*Exercise directions*
Each line below is to be set down again exactly.

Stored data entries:
• • • •

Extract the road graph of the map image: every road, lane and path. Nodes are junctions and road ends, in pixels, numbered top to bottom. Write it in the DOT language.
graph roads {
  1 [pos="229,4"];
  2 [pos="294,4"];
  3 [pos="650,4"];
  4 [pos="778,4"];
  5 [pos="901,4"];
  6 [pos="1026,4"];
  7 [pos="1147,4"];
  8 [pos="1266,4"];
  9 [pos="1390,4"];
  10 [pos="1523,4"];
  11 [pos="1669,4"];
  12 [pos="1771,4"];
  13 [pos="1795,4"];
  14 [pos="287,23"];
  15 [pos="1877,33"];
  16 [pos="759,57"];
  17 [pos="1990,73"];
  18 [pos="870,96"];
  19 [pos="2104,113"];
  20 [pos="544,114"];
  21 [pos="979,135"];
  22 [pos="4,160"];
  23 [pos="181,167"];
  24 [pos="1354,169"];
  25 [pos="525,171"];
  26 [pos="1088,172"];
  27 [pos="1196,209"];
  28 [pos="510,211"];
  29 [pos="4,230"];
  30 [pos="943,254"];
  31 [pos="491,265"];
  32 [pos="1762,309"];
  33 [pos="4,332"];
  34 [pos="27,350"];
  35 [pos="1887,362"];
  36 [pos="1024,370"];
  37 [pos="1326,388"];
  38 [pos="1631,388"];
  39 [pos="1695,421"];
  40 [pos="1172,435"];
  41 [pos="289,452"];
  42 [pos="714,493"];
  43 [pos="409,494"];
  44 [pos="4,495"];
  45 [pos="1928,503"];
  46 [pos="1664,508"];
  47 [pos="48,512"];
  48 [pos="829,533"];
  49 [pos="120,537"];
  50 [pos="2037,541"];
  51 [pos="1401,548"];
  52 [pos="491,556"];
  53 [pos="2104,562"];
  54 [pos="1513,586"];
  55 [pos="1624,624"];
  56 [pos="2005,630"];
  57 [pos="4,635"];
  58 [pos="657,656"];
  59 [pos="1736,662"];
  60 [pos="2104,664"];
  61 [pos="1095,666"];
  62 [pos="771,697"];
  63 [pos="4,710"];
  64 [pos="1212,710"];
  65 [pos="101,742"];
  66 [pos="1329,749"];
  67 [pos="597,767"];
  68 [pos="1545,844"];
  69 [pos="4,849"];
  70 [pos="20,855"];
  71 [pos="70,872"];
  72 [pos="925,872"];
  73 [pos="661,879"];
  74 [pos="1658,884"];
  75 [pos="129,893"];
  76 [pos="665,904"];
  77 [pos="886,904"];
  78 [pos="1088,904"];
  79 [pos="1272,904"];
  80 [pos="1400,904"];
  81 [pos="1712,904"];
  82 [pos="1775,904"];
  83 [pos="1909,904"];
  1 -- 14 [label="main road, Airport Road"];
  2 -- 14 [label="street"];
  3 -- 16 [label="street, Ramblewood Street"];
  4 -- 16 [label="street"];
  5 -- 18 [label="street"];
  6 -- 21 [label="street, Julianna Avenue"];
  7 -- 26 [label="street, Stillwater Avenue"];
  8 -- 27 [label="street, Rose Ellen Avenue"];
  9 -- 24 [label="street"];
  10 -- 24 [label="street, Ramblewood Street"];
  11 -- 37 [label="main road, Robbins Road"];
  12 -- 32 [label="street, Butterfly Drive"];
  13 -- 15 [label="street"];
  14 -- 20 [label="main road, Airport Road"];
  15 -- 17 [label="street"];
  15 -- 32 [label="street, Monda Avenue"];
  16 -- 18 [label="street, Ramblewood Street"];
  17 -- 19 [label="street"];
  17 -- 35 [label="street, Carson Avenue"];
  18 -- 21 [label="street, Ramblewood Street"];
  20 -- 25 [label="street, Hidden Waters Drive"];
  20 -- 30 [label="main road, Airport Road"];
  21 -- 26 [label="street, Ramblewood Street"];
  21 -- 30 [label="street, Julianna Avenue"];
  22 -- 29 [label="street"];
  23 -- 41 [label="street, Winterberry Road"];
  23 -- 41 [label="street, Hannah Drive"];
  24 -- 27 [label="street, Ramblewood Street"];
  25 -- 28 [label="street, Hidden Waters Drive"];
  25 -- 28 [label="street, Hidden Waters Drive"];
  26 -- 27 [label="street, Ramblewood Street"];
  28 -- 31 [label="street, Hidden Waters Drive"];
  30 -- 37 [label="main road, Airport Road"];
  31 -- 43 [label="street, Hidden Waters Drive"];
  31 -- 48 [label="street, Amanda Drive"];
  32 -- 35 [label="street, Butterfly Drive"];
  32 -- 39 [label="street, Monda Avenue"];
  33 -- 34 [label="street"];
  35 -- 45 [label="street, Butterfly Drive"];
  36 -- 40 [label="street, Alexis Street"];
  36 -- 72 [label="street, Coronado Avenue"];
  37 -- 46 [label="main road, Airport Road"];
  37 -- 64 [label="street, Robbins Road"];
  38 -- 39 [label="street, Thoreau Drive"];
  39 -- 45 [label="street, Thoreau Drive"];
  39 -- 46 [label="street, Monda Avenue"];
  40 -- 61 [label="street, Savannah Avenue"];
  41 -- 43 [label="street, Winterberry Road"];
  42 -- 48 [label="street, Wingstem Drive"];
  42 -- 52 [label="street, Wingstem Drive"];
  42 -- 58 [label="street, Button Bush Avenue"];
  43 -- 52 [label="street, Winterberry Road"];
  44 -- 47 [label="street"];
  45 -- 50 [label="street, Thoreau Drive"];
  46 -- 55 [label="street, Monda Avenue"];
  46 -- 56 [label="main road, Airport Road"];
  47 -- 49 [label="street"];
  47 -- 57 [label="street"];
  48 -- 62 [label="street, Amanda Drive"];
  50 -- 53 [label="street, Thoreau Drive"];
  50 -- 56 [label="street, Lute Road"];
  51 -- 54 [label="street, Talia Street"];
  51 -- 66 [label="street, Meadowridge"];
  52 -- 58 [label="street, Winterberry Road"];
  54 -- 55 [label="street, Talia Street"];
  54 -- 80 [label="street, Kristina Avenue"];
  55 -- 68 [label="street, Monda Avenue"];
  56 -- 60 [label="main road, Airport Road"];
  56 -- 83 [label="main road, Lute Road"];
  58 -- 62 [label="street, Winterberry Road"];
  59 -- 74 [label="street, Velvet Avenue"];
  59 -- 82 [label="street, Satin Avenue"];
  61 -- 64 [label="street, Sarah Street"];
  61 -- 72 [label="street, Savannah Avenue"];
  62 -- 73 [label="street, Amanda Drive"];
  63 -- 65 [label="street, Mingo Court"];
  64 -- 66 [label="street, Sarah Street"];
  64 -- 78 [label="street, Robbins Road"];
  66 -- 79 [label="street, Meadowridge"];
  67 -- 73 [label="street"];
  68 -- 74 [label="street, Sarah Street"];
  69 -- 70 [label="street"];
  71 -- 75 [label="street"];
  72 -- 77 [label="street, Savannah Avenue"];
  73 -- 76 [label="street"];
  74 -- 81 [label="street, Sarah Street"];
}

• • • •

*Exercise answer*
Extract the road graph of the map image: every road, lane and path. Nodes are junctions and road ends, in pixels, numbered top to bottom. Write it in the DOT language.
graph roads {
  1 [pos="229,4"];
  2 [pos="294,4"];
  3 [pos="650,4"];
  4 [pos="778,4"];
  5 [pos="901,4"];
  6 [pos="1026,4"];
  7 [pos="1147,4"];
  8 [pos="1266,4"];
  9 [pos="1390,4"];
  10 [pos="1523,4"];
  11 [pos="1669,4"];
  12 [pos="1771,4"];
  13 [pos="1795,4"];
  14 [pos="287,23"];
  15 [pos="1877,33"];
  16 [pos="759,57"];
  17 [pos="1990,73"];
  18 [pos="870,96"];
  19 [pos="2104,113"];
  20 [pos="544,114"];
  21 [pos="979,135"];
  22 [pos="4,160"];
  23 [pos="181,167"];
  24 [pos="1354,169"];
  25 [pos="525,171"];
  26 [pos="1088,172"];
  27 [pos="1196,209"];
  28 [pos="510,211"];
  29 [pos="4,230"];
  30 [pos="943,254"];
  31 [pos="491,265"];
  32 [pos="1762,309"];
  33 [pos="4,332"];
  34 [pos="27,350"];
  35 [pos="1887,362"];
  36 [pos="1024,370"];
  37 [pos="1326,388"];
  38 [pos="1631,388"];
  39 [pos="1695,421"];
  40 [pos="1172,435"];
  41 [pos="289,452"];
  42 [pos="714,493"];
  43 [pos="409,494"];
  44 [pos="4,495"];
  45 [pos="1928,503"];
  46 [pos="1664,508"];
  47 [pos="48,512"];
  48 [pos="829,533"];
  49 [pos="120,537"];
  50 [pos="2037,541"];
  51 [pos="1401,548"];
  52 [pos="491,556"];
  53 [pos="2104,562"];
  54 [pos="1513,586"];
  55 [pos="1624,624"];
  56 [pos="2005,630"];
  57 [pos="4,635"];
  58 [pos="657,656"];
  59 [pos="1736,662"];
  60 [pos="2104,664"];
  61 [pos="1095,666"];
  62 [pos="771,697"];
  63 [pos="4,710"];
  64 [pos="1212,710"];
  65 [pos="101,742"];
  66 [pos="1329,749"];
  67 [pos="597,767"];
  68 [pos="1545,844"];
  69 [pos="4,849"];
  70 [pos="20,855"];
  71 [pos="70,872"];
  72 [pos="925,872"];
  73 [pos="661,879"];
  74 [pos="1658,884"];
  75 [pos="129,893"];
  76 [pos="665,904"];
  77 [pos="886,904"];
  78 [pos="1088,904"];
  79 [pos="1272,904"];
  80 [pos="1400,904"];
  81 [pos="1712,904"];
  82 [pos="1775,904"];
  83 [pos="1909,904"];
  1 -- 14 [label="main road, Airport Road"];
  2 -- 14 [label="street"];
  3 -- 16 [label="street, Ramblewood Street"];
  4 -- 16 [label="street"];
  5 -- 18 [label="street"];
  6 -- 21 [label="street, Julianna Avenue"];
  7 -- 26 [label="street, Stillwater Avenue"];
  8 -- 27 [label="street, Rose Ellen Avenue"];
  9 -- 24 [label="street"];
  10 -- 24 [label="street, Ramblewood Street"];
  11 -- 37 [label="main road, Robbins Road"];
  12 -- 32 [label="street, Butterfly Drive"];
  13 -- 15 [label="street"];
  14 -- 20 [label="main road, Airport Road"];
  15 -- 17 [label="street"];
  15 -- 32 [label="street, Monda Avenue"];
  16 -- 18 [label="street, Ramblewood Street"];
  17 -- 19 [label="street"];
  17 -- 35 [label="street, Carson Avenue"];
  18 -- 21 [label="street, Ramblewood Street"];
  20 -- 25 [label="street, Hidden Waters Drive"];
  20 -- 30 [label="main road, Airport Road"];
  21 -- 26 [label="street, Ramblewood Street"];
  21 -- 30 [label="street, Julianna Avenue"];
  22 -- 29 [label="street"];
  23 -- 41 [label="street, Winterberry Road"];
  23 -- 41 [label="street, Hannah Drive"];
  24 -- 27 [label="street, Ramblewood Street"];
  25 -- 28 [label="street, Hidden Waters Drive"];
  25 -- 28 [label="street, Hidden Waters Drive"];
  26 -- 27 [label="street, Ramblewood Street"];
  28 -- 31 [label="street, Hidden Waters Drive"];
  30 -- 37 [label="main road, Airport Road"];
  31 -- 43 [label="street, Hidden Waters Drive"];
  31 -- 48 [label="street, Amanda Drive"];
  32 -- 35 [label="street, Butterfly Drive"];
  32 -- 39 [label="street, Monda Avenue"];
  33 -- 34 [label="street"];
  35 -- 45 [label="street, Butterfly Drive"];
  36 -- 40 [label="street, Alexis Street"];
  36 -- 72 [label="street, Coronado Avenue"];
  37 -- 46 [label="main road, Airport Road"];
  37 -- 64 [label="street, Robbins Road"];
  38 -- 39 [label="street, Thoreau Drive"];
  39 -- 45 [label="street, Thoreau Drive"];
  39 -- 46 [label="street, Monda Avenue"];
  40 -- 61 [label="street, Savannah Avenue"];
  41 -- 43 [label="street, Winterberry Road"];
  42 -- 48 [label="street, Wingstem Drive"];
  42 -- 52 [label="street, Wingstem Drive"];
  42 -- 58 [label="street, Button Bush Avenue"];
  43 -- 52 [label="street, Winterberry Road"];
  44 -- 47 [label="street"];
  45 -- 50 [label="street, Thoreau Drive"];
  46 -- 55 [label="street, Monda Avenue"];
  46 -- 56 [label="main road, Airport Road"];
  47 -- 49 [label="street"];
  47 -- 57 [label="street"];
  48 -- 62 [label="street, Amanda Drive"];
  50 -- 53 [label="street, Thoreau Drive"];
  50 -- 56 [label="street, Lute Road"];
  51 -- 54 [label="street, Talia Street"];
  51 -- 66 [label="street, Meadowridge"];
  52 -- 58 [label="street, Winterberry Road"];
  54 -- 55 [label="street, Talia Street"];
  54 -- 80 [label="street, Kristina Avenue"];
  55 -- 68 [label="street, Monda Avenue"];
  56 -- 60 [label="main road, Airport Road"];
  56 -- 83 [label="main road, Lute Road"];
  58 -- 62 [label="street, Winterberry Road"];
  59 -- 74 [label="street, Velvet Avenue"];
  59 -- 82 [label="street, Satin Avenue"];
  61 -- 64 [label="street, Sarah Street"];
  61 -- 72 [label="street, Savannah Avenue"];
  62 -- 73 [label="street, Amanda Drive"];
  63 -- 65 [label="street, Mingo Court"];
  64 -- 66 [label="street, Sarah Street"];
  64 -- 78 [label="street, Robbins Road"];
  66 -- 79 [label="street, Meadowridge"];
  67 -- 73 [label="street"];
  68 -- 74 [label="street, Sarah Street"];
  69 -- 70 [label="street"];
  71 -- 75 [label="street"];
  72 -- 77 [label="street, Savannah Avenue"];
  73 -- 76 [label="street"];
  74 -- 81 [label="street, Sarah Street"];
}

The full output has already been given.